What you should do
Look through the entries for the string "RENÉ", and copy each line that holds it.

Start of Records supplied

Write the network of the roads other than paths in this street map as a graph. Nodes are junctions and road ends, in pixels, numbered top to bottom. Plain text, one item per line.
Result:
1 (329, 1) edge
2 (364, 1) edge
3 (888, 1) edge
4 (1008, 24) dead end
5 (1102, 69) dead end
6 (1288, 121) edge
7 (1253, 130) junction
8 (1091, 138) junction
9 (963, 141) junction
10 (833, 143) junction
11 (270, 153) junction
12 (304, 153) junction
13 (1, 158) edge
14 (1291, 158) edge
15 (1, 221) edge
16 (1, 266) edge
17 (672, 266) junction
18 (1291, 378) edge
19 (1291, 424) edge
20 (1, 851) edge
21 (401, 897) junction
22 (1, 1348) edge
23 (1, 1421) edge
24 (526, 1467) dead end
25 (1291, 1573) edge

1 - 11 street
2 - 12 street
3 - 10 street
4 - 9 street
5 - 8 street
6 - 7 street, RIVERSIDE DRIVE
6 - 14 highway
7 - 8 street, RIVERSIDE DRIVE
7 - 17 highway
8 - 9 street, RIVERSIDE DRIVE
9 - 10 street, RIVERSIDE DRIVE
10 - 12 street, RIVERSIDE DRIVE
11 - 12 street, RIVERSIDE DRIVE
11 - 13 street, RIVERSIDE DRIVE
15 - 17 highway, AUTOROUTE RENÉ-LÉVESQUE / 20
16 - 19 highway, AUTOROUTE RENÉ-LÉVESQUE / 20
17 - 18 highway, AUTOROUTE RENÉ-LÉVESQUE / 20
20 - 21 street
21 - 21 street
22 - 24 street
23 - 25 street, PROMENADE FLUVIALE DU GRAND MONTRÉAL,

End of Records supplied
Start of Records supplied

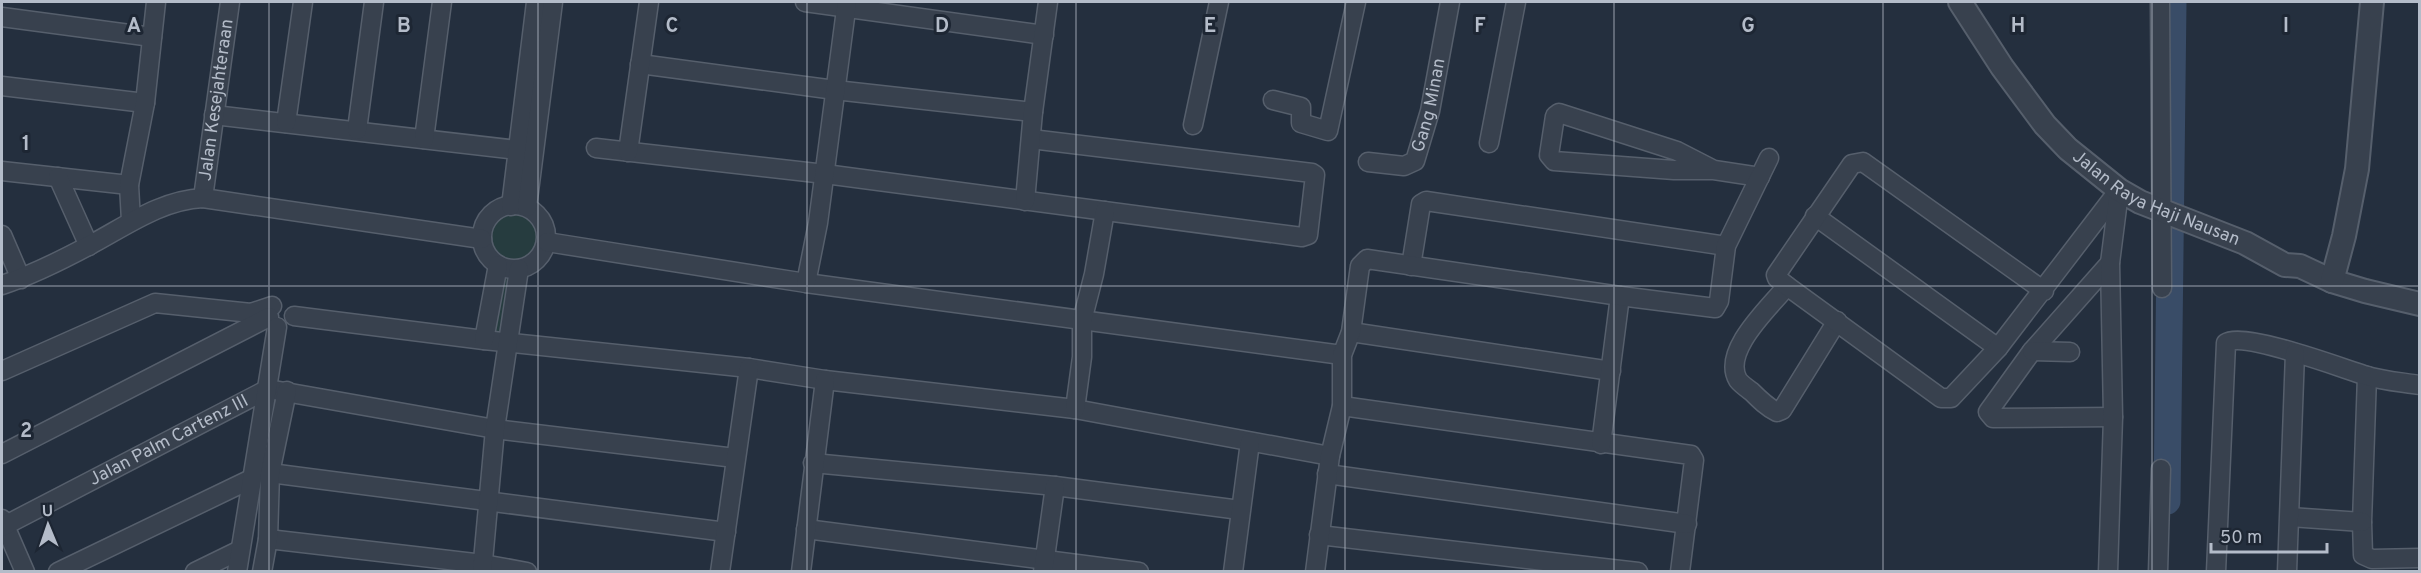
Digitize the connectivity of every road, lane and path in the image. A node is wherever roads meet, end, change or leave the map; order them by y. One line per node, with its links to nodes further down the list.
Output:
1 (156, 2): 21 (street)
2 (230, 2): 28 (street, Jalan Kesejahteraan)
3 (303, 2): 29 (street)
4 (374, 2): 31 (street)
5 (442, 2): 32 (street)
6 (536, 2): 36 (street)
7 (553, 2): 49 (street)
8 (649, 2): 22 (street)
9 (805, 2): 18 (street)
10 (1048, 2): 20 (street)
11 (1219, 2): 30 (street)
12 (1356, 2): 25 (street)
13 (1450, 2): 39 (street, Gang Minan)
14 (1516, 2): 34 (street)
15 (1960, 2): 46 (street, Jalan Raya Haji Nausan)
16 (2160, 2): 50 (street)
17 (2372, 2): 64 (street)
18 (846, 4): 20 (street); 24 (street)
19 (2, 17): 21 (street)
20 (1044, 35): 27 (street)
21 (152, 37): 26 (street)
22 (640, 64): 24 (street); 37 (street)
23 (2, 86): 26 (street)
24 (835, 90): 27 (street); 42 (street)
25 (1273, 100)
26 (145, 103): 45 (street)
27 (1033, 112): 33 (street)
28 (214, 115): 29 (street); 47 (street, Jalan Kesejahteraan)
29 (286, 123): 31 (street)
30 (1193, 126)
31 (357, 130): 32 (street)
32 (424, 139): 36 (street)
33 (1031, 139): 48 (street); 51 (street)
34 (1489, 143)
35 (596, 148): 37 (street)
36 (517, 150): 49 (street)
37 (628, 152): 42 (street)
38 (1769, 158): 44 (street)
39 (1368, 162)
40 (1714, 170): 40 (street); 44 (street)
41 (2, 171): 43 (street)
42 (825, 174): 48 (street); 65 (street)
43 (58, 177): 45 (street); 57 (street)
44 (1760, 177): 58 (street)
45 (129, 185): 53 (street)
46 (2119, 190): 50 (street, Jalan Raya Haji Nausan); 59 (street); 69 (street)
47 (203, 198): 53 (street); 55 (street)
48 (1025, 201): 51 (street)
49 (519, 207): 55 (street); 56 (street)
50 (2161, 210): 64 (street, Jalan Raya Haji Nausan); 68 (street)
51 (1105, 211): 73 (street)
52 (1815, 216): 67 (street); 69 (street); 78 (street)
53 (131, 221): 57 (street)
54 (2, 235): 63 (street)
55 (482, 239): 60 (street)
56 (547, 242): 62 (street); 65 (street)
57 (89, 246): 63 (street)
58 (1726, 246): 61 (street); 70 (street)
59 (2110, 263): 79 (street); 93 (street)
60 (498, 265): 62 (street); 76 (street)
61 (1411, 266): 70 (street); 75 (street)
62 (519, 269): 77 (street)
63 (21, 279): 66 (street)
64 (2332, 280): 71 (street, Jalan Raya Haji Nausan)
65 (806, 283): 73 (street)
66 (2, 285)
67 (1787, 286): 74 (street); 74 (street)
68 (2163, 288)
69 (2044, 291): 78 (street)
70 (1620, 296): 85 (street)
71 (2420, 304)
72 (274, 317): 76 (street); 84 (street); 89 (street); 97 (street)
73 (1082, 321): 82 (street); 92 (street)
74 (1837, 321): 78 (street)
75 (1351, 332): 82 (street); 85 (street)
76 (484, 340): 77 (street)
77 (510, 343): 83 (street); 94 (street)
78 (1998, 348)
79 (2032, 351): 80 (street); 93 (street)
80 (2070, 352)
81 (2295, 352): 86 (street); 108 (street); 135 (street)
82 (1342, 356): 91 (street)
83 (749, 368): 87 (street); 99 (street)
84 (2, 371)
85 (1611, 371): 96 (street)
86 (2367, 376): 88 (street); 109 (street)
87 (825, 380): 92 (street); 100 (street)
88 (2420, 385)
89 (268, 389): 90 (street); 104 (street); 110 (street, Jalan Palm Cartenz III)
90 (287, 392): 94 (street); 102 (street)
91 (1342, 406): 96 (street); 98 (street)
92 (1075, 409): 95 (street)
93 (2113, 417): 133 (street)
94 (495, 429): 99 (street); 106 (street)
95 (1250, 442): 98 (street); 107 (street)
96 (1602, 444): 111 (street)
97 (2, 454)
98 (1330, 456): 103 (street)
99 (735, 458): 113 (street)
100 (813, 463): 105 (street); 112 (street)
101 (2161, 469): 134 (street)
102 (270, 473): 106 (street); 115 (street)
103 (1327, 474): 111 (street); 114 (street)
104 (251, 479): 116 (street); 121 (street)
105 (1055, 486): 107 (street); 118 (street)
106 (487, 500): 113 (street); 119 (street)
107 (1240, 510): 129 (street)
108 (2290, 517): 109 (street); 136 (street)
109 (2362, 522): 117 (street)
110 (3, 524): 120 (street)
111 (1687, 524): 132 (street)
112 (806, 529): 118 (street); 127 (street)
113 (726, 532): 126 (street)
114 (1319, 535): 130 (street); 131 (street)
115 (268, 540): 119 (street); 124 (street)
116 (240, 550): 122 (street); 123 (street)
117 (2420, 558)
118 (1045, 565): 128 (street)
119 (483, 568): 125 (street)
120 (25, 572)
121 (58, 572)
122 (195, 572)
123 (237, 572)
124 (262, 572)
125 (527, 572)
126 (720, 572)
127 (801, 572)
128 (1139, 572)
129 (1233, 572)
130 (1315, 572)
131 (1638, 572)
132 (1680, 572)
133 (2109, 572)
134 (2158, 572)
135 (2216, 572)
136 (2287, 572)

End of Records supplied

Response area
15 - 17 highway, AUTOROUTE RENÉ-LÉVESQUE / 20
16 - 19 highway, AUTOROUTE RENÉ-LÉVESQUE / 20
17 - 18 highway, AUTOROUTE RENÉ-LÉVESQUE / 20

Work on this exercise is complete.